1-*Bachelors in TELECOMMUNICATION ENGINEERING(Hons)*.

-Introduction to computer science
-calculus 1
-physics 1
-object oriented programming
-basic electrical engineering
-calculus 2
-physics 2
-computer logic design
-electronics 1
-circuit analysis
-computer organization and architecture
-electronics 2
-linear algebra
-probability & random processes
-signals & systems
-data structure & algorithms
-MV calculus
-Electromagnetic theory
-analogue communications
-microprocessor interfacing & programming
-data communication & networking
-operating systems
-feedback control systems-
-digital communications
-wireless & mobile communication
-Telecommunication systems
-wave propagation and antennas
-digital signal processing
-fiber optic communication
-satellite communication
-telecom transmission& switching
-microwave engineering
-Project was "Antenna tower control system through DTMF

2- *Maters of Electronic Engineering (From Australia)...one year coursework*

-Optical Networks
-Personal Mobile Communication
-Telecommunications system engineering
-antennas and propagation
-communication networks
-telecommunication design project

Based on the above information i ask all those who have been through it before me whether being assessed as a *Telecommunication Network Engineer (263312)* is more relevant for me based at-least based on the course contents.

Or is there a possibility that i can be assessed as a *computer networks and system engineer (263111)* even though my degree titles and course units might deviate from it...

Help will be highly appreciated...cheers


----------



## manomegh (Aug 9, 2014)

Your total work exp in years?


----------



## fahad.d (Aug 28, 2015)

manomegh said:


> Your total work exp in years?


4 plus


----------



## manomegh (Aug 9, 2014)

Please check the assessment criterion at ACS website.
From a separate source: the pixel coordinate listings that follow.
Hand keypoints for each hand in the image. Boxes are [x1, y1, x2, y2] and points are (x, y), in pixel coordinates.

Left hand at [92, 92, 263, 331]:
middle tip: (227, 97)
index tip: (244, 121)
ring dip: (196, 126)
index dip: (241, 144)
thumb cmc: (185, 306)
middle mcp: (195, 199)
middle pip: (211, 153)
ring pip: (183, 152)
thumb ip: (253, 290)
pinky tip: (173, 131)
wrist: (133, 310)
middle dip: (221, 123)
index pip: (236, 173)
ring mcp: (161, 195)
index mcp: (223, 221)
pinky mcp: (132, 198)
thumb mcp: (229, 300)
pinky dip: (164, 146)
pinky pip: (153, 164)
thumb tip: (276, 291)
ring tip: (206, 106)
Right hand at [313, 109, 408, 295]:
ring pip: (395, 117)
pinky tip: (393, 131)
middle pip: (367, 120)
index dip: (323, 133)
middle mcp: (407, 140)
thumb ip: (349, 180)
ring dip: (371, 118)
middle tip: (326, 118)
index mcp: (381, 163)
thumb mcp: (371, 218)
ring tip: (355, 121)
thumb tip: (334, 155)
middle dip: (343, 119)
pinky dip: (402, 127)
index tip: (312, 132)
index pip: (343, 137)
Then you will realize Engineers Australia is best suited for you.


----------



## fahad.d (Aug 28, 2015)

manomegh said:


> Please check the assessment criterion at ACS website. Then you will realize Engineers Australia is best suited for you.


I did and i cant say anything for certain, they need atleast 65% of your qualifications to be inline with the ANZSCO occupation list and according to my judgement which might be more or less i am 55 %.
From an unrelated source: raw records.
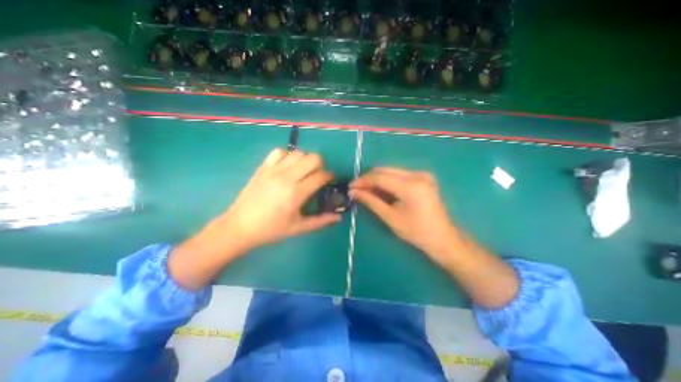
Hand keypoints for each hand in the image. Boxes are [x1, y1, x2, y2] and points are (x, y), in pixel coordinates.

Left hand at [170, 149, 340, 289]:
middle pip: (312, 158)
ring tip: (302, 172)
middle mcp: (286, 177)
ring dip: (305, 160)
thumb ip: (320, 221)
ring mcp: (272, 170)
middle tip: (316, 176)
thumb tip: (338, 218)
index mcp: (296, 194)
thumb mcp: (298, 228)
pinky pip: (279, 152)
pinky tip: (286, 167)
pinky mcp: (262, 167)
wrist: (239, 226)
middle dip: (320, 165)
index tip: (329, 180)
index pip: (320, 176)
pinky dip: (287, 156)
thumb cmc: (271, 229)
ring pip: (298, 153)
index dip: (329, 176)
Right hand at [352, 169, 456, 263]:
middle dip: (369, 179)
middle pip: (385, 171)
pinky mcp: (423, 178)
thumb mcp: (391, 217)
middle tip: (356, 189)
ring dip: (377, 179)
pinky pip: (399, 175)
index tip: (350, 186)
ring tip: (366, 190)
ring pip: (391, 171)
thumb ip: (371, 201)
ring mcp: (422, 174)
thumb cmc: (417, 232)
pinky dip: (387, 181)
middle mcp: (418, 175)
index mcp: (411, 186)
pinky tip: (380, 190)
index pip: (380, 177)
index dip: (363, 181)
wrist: (443, 238)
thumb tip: (353, 192)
anyway thanks a lot manomegh


----------



## Sudip Raj Pokhrel (May 9, 2016)

I am also in a bit of Dilemma regarding the Skill Assessment.
However, I have already lodged the application for MSA in Telecommunication Engineer.


----------



## TittoJoy (Oct 22, 2015)

Hi Guys.. Can you please share your roles and responsibilities...? Thanks in advance..  Cheers...


----------



## manc0108 (Mar 16, 2015)

I would appreciate if someone could send me CDR for Telecommunication Engineer(263311). Kindly PM me.


----------



## lalitmukhi (Dec 27, 2012)

Hello Friends,

Anyone applying for Skill Assessment for Telecommunication Network Engineer(263312) ?


----------



## Sohel7745 (Jul 7, 2018)

lalitmukhi said:


> Hello Friends,
> 
> Anyone applying for Skill Assessment for Telecommunication Network
> 
> Engineer(263312) ?


Yes I have


----------